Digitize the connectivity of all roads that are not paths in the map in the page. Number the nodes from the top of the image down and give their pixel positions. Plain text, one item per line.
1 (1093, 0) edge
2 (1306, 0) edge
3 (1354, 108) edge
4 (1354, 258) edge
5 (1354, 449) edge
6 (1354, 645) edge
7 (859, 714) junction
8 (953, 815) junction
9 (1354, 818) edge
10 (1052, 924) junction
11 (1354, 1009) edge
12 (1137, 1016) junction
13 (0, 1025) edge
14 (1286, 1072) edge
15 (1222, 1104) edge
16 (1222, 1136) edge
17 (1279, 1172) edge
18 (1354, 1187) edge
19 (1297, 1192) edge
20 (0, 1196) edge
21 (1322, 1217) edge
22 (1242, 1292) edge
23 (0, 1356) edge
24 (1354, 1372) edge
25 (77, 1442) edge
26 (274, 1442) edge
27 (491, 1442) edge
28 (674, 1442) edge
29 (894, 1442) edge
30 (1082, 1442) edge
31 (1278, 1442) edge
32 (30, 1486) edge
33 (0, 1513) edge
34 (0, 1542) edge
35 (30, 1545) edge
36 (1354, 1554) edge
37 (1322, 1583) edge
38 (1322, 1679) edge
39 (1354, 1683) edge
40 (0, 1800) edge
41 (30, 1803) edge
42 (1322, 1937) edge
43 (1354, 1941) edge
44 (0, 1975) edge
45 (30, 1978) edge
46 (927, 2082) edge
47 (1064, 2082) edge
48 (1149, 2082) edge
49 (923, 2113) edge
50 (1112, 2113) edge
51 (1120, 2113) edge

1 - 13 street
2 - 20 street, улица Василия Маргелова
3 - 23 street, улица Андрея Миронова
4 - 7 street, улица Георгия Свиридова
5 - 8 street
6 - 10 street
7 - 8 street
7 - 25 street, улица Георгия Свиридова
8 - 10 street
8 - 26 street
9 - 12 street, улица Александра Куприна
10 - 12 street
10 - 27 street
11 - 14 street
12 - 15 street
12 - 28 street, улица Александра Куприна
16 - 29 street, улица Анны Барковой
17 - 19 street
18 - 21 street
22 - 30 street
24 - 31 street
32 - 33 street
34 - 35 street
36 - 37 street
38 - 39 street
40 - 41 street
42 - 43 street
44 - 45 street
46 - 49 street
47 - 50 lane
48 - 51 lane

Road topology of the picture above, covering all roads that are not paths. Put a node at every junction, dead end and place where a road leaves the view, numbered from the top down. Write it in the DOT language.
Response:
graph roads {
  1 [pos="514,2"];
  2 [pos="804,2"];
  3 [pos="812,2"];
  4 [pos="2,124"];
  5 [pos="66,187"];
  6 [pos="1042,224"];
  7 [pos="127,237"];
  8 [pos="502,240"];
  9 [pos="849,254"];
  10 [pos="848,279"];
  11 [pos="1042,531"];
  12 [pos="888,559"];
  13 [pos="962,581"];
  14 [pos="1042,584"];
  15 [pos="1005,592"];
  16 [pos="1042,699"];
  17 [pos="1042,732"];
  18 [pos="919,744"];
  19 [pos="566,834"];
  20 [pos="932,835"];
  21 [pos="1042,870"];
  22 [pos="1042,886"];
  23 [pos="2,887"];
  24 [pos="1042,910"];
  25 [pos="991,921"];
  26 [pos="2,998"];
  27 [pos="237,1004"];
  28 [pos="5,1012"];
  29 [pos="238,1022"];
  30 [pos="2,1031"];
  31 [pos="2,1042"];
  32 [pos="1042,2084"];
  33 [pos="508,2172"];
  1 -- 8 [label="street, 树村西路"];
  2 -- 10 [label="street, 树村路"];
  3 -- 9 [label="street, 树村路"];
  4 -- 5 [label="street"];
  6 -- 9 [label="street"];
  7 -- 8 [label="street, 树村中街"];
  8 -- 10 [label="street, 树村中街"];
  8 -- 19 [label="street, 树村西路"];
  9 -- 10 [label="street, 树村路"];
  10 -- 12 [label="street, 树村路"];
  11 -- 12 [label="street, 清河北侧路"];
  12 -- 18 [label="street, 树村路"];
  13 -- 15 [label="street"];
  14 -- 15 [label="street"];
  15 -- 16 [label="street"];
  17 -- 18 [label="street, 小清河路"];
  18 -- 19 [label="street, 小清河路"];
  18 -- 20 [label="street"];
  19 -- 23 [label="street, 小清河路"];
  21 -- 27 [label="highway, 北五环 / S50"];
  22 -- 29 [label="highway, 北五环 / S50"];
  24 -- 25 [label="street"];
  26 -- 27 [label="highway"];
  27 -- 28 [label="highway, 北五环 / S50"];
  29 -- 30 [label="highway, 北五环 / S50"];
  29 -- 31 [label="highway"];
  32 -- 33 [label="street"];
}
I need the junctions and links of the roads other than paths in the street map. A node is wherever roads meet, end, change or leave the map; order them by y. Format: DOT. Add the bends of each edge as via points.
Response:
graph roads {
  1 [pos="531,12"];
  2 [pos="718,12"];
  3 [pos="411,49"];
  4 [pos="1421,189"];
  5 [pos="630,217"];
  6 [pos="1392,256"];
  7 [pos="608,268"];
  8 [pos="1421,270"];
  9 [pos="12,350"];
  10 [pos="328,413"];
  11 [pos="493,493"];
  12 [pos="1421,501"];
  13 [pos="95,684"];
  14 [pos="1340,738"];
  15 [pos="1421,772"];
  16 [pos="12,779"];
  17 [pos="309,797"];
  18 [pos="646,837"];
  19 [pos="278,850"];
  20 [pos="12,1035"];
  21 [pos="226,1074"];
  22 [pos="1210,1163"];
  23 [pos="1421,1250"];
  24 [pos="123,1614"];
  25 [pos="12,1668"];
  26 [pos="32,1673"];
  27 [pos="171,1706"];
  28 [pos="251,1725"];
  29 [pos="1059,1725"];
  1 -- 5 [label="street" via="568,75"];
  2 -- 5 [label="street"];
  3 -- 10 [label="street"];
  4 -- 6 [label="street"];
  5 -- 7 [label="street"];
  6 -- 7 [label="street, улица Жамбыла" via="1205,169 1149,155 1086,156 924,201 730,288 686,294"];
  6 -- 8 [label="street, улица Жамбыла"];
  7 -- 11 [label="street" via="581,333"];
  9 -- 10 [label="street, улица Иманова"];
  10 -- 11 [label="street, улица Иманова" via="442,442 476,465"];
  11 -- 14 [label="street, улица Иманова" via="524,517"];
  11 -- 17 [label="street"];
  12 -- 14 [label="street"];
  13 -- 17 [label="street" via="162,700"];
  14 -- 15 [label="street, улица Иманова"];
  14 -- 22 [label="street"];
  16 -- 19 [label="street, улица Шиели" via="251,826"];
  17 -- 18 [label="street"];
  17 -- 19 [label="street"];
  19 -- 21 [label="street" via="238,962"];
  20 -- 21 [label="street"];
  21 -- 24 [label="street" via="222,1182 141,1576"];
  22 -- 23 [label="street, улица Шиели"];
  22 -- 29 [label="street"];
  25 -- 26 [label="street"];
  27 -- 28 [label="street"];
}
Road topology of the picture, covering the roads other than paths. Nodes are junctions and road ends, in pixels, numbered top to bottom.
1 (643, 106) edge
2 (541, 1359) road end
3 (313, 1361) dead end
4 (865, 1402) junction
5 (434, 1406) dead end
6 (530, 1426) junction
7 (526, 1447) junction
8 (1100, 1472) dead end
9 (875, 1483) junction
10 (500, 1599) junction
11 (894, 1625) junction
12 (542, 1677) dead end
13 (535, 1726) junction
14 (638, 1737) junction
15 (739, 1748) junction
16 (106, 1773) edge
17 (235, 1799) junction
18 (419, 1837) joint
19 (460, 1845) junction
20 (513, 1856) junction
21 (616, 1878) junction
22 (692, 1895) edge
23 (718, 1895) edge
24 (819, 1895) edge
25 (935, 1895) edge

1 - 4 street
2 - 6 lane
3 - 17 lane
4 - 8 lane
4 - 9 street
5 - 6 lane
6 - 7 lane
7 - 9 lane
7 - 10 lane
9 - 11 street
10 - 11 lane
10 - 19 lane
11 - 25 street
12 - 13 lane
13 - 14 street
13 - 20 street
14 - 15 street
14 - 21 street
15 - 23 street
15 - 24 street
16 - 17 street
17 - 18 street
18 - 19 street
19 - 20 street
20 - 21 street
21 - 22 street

------------

* _Task goal_: Looking at the records above, which lines contain "down"? Copy those lines.

* _Result_:
Digitize the connectivity of all roads that are not paths in the map in the page. Number the nodes from the top of the image down and give their pixel positions. Plain text, one item per line.
Road topology of the picture above, covering all roads that are not paths. Put a node at every junction, dead end and place where a road leaves the view, numbered from the top down. Write it in the DOT language.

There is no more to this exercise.